Restricting columns for SELECTs can improve your query performance significantly. Specify only needed columns instead of using a wildcard (*). This applies to Presto as well as MySQL! 

 

2. Consider the cardinality within GROUP BY

When using GROUP BY, order the columns by the highest cardinality (that is, most number of unique values) to the lowest.

The GROUP BY operator distributes rows based on the order of the columns to the worker nodes, which hold the GROUP BY values in memory. As rows are being ingested, the GROUP BY columns are looked up in memory and the values are compared. If the GROUP BY columns match, the values are then aggregated together.

 

3. Use LIMIT with ORDER BY

The ORDER BY clause returns the results of a query in sort order. To  process the sort, Presto must send all rows of data to a single worker and then sort them. This sort can be a very memory-intensive operation for large datasets that will put strain on the Presto workers. The end result will be long execution times and/or memory errors. 

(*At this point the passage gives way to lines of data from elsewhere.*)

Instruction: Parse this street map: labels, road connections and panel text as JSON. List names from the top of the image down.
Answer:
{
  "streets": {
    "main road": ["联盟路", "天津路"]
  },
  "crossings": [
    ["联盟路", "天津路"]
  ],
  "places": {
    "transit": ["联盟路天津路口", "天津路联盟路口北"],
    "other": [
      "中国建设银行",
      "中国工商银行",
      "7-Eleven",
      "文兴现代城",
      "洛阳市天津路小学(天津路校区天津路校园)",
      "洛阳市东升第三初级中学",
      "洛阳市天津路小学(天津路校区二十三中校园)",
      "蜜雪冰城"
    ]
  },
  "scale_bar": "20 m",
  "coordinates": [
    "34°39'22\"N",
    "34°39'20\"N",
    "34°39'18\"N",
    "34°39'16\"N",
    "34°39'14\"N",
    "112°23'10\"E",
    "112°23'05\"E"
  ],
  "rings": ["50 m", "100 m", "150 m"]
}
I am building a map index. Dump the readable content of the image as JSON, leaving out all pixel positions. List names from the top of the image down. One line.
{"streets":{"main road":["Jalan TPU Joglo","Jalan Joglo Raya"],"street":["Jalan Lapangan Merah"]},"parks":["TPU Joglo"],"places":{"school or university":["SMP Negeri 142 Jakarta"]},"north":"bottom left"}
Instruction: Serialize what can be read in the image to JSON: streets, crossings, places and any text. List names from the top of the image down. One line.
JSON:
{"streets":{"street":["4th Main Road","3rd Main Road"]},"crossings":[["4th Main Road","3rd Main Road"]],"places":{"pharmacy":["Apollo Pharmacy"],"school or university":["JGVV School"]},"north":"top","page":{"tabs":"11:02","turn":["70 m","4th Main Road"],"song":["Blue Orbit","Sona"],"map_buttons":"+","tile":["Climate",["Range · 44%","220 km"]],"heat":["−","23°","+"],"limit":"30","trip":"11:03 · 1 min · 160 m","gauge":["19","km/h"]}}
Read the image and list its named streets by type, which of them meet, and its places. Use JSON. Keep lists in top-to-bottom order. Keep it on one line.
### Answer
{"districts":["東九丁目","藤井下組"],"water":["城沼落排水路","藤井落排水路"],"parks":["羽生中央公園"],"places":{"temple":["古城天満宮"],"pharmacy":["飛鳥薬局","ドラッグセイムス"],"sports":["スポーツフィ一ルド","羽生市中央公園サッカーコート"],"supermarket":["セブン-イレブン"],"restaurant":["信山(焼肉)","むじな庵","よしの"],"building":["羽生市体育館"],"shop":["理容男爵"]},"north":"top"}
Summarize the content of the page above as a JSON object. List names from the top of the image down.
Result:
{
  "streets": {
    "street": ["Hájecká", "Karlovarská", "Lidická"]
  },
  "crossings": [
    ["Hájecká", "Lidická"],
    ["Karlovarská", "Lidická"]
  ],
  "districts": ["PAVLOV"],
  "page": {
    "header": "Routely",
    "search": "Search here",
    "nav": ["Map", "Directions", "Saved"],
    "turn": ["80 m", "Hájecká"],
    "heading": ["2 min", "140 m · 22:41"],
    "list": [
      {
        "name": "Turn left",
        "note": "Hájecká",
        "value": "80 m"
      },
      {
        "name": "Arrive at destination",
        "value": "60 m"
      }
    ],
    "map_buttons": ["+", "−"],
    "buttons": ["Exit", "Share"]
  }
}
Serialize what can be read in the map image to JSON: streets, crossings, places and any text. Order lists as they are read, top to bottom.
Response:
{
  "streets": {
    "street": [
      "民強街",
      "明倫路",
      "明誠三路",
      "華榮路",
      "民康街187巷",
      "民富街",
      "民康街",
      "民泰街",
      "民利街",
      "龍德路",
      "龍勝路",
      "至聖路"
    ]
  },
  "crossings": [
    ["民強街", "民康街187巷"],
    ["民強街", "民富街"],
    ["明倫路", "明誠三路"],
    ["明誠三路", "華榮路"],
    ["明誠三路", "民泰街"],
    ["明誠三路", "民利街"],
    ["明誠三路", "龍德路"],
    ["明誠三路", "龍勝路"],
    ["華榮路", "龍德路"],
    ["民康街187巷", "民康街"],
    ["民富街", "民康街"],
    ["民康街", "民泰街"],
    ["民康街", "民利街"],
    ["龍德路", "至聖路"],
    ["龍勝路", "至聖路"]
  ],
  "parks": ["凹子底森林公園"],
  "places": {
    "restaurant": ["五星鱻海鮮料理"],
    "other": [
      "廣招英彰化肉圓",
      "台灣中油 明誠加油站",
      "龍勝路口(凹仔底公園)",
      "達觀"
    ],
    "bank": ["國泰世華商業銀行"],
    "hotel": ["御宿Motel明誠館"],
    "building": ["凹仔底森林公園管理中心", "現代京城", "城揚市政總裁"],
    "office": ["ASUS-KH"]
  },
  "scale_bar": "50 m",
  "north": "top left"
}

If you are using the ORDER BY clause to look at the top N values, then use a LIMIT clause to reduce the cost of the sort significantly by pushing the sorting/limiting to individual workers, rather than the sorting being done by a single worker. 

I highly recommend you use the LIMIT clause not just for SQL with ORDER BY but in any situation when you’re validating new SQL. This is good practice for MySQL as well as Presto!

 

4. Using approximate aggregate functions

When exploring large datasets often an approximation (with standard deviation of 2.3%) is more than good enough! Presto has approximate aggregation functions that give you significant performance improvements. Using the approx_distinct(x) function on large data sets vs COUNT(DISTINCT x) will result in performance gains. 

When an exact number may not be required―for instance, if you are looking for a rough estimate of the number of New Years events in the Greater New York area then consider using approx_distinct(). This function minimizes the memory usage by counting unique hashes of values instead of entire strings. The drawback is that there is a small standard deviation.

 

5. Aggregating a series of LIKE clauses in one single regexp_like clause

The LIKE operation is well known to be slow especially when not anchored to the left (i.e. the search text is surrounded by ‘%’ on both sides) or when used with a series of OR conditions. So it is no surprise that Presto’s query optimizer is unable to improve queries that contain many LIKE clauses.  

We’ve found improved  LIKE performance on Presto by  substituting the LIKE/OR  combination with a single REGEXP_LIKE clause, which is Presto native.  Not only is it easier to read but it’s also more performant. Based on some quick performance tests, we see ~30% increase in run-times with REGEXP_LIKE vs comparable LIKE/OR combination.

For example:

SELECT  ...FROM zoo 
WHERE method LIKE '%monkey%' OR 
      method LIKE '%hippo%' OR 
      method LIKE '%tiger%' OR 
      method LIKE '%elephant%'

can be optimized by replacing the four LIKE clauses with a single REGEXP_LIKE clause:

SELECT  ...FROM zoo 
WHERE REGEXP_LIKE(method, 'monkey|hippo|tiger|elephant')

 

6. Specifying large tables first in join clause

When joining tables, specify the largest table first in the join. The default join algorithm of Presto is broadcast join, which partitions the left-hand side table of a join and sends (broadcasts) a copy of the entire right-hand side table to all of the worker nodes that have the partitions. If the right-hand side table is “small” then it can be replicated to all the join workers which will save CPU and network costs.  This type of join will be most efficient when the right-hand side table is small enough to fit within one node. 

If you receive an ‘Exceeded max memory’ error, then the right-hand side table is too large. Presto does not perform automatic join-reordering, so make sure your largest table is the first table in your sequence of joins. 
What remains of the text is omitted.